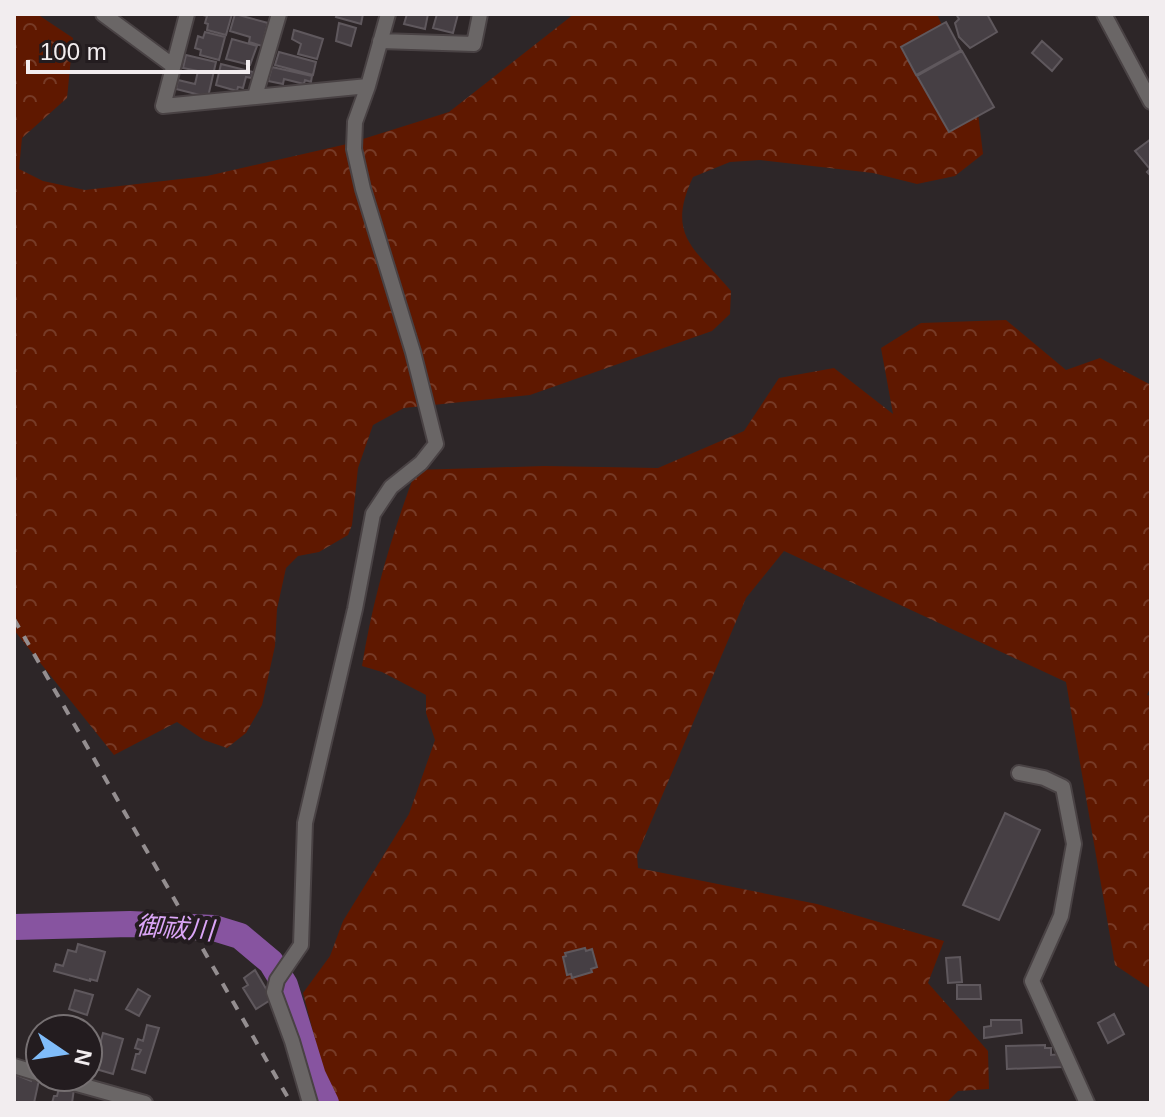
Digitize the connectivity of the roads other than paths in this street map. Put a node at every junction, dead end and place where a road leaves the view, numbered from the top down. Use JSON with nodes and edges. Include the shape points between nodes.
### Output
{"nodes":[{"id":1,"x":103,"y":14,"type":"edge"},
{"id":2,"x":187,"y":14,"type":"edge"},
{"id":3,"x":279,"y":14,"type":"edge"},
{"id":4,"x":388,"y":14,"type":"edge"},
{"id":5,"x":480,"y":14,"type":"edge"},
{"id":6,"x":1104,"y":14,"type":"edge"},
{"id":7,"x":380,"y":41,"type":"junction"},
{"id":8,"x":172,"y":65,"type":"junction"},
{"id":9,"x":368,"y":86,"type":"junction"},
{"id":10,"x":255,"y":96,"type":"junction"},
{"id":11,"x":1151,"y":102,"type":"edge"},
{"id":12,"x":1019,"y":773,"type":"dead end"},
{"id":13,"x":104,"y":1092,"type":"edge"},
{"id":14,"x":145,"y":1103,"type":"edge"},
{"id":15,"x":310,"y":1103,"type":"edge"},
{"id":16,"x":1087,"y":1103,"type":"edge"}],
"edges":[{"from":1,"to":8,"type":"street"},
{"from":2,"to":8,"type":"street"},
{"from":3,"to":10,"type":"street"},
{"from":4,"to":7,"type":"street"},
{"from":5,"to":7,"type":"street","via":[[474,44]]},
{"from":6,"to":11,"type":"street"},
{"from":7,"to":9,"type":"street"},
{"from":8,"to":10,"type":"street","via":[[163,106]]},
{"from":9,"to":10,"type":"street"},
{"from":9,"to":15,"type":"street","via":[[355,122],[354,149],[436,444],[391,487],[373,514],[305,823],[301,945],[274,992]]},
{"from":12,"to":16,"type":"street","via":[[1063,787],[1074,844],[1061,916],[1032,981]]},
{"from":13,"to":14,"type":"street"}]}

- - - - - - -

EXERCISE REQUIREMENTS » Only an exact copy of the entries, with no pictures, is expected as the answer.

RESPONSE BOX »
Digitize the connectivity of the roads other than paths in this street map. Put a node at every junction, dead end and place where a road leaves the view, numbered from the top down. Use JSON with nodes and edges. Include the shape points between nodes.
### Output
{"nodes":[{"id":1,"x":103,"y":14,"type":"edge"},
{"id":2,"x":187,"y":14,"type":"edge"},
{"id":3,"x":279,"y":14,"type":"edge"},
{"id":4,"x":388,"y":14,"type":"edge"},
{"id":5,"x":480,"y":14,"type":"edge"},
{"id":6,"x":1104,"y":14,"type":"edge"},
{"id":7,"x":380,"y":41,"type":"junction"},
{"id":8,"x":172,"y":65,"type":"junction"},
{"id":9,"x":368,"y":86,"type":"junction"},
{"id":10,"x":255,"y":96,"type":"junction"},
{"id":11,"x":1151,"y":102,"type":"edge"},
{"id":12,"x":1019,"y":773,"type":"dead end"},
{"id":13,"x":104,"y":1092,"type":"edge"},
{"id":14,"x":145,"y":1103,"type":"edge"},
{"id":15,"x":310,"y":1103,"type":"edge"},
{"id":16,"x":1087,"y":1103,"type":"edge"}],
"edges":[{"from":1,"to":8,"type":"street"},
{"from":2,"to":8,"type":"street"},
{"from":3,"to":10,"type":"street"},
{"from":4,"to":7,"type":"street"},
{"from":5,"to":7,"type":"street","via":[[474,44]]},
{"from":6,"to":11,"type":"street"},
{"from":7,"to":9,"type":"street"},
{"from":8,"to":10,"type":"street","via":[[163,106]]},
{"from":9,"to":10,"type":"street"},
{"from":9,"to":15,"type":"street","via":[[355,122],[354,149],[436,444],[391,487],[373,514],[305,823],[301,945],[274,992]]},
{"from":12,"to":16,"type":"street","via":[[1063,787],[1074,844],[1061,916],[1032,981]]},
{"from":13,"to":14,"type":"street"}]}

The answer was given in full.